◆ **Task goal**
Leave out the pictures and reproduce all of the data exactly.

─── Dataset content ───

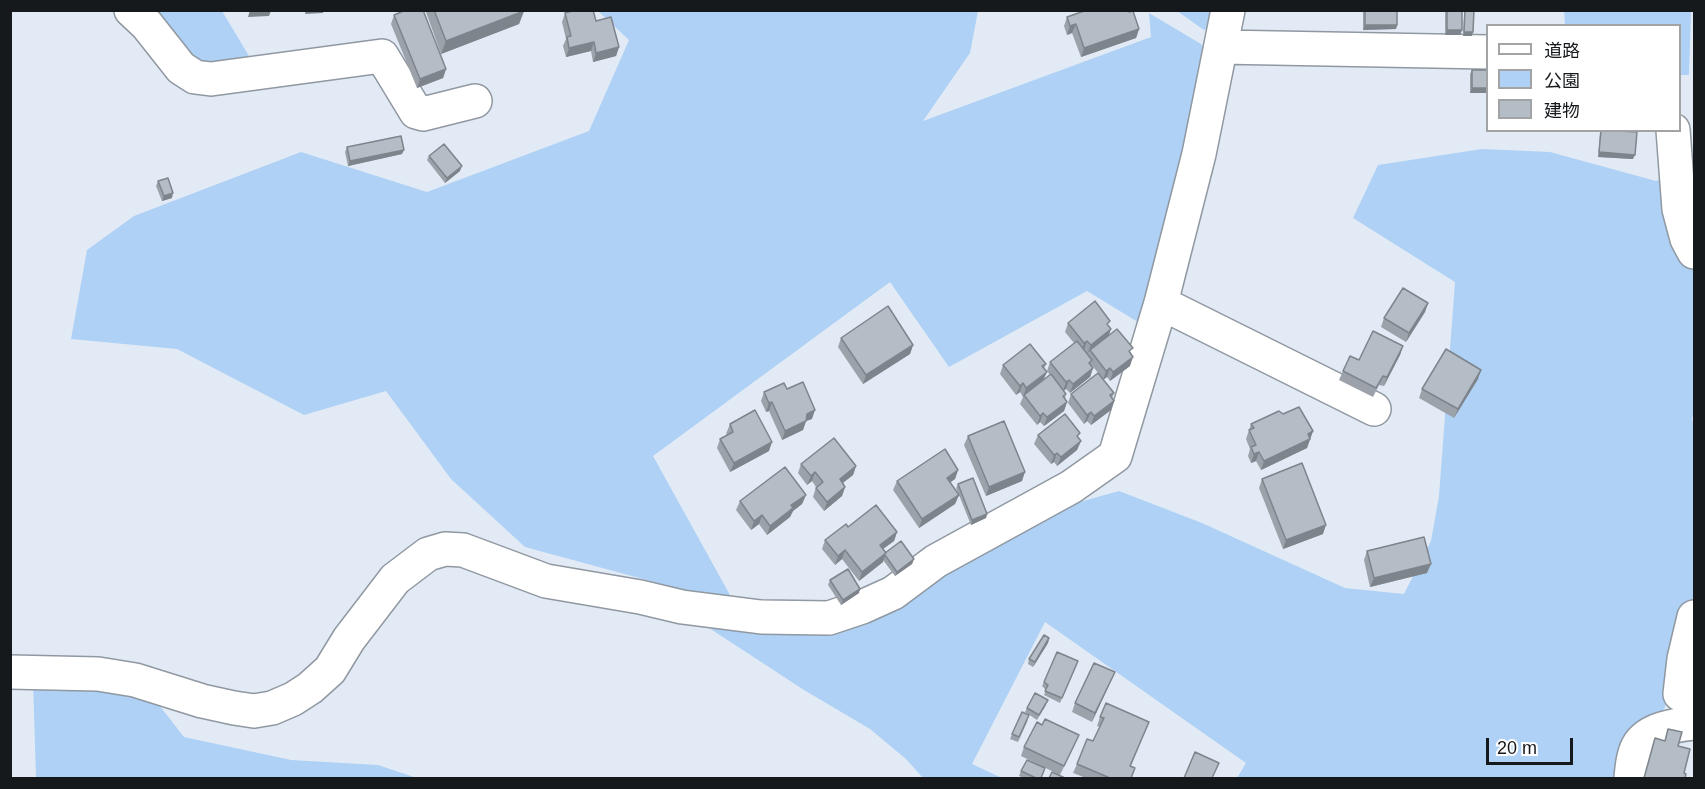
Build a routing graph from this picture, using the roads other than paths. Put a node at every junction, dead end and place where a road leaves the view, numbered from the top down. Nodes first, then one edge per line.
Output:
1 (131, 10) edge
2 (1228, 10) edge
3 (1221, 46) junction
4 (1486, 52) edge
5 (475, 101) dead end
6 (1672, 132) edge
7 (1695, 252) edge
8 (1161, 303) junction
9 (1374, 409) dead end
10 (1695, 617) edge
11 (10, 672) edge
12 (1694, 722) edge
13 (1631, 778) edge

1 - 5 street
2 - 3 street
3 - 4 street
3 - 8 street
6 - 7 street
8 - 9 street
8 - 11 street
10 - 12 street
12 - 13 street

───

◆ **The answer**
Build a routing graph from this picture, using the roads other than paths. Put a node at every junction, dead end and place where a road leaves the view, numbered from the top down. Nodes first, then one edge per line.
Output:
1 (131, 10) edge
2 (1228, 10) edge
3 (1221, 46) junction
4 (1486, 52) edge
5 (475, 101) dead end
6 (1672, 132) edge
7 (1695, 252) edge
8 (1161, 303) junction
9 (1374, 409) dead end
10 (1695, 617) edge
11 (10, 672) edge
12 (1694, 722) edge
13 (1631, 778) edge

1 - 5 street
2 - 3 street
3 - 4 street
3 - 8 street
6 - 7 street
8 - 9 street
8 - 11 street
10 - 12 street
12 - 13 street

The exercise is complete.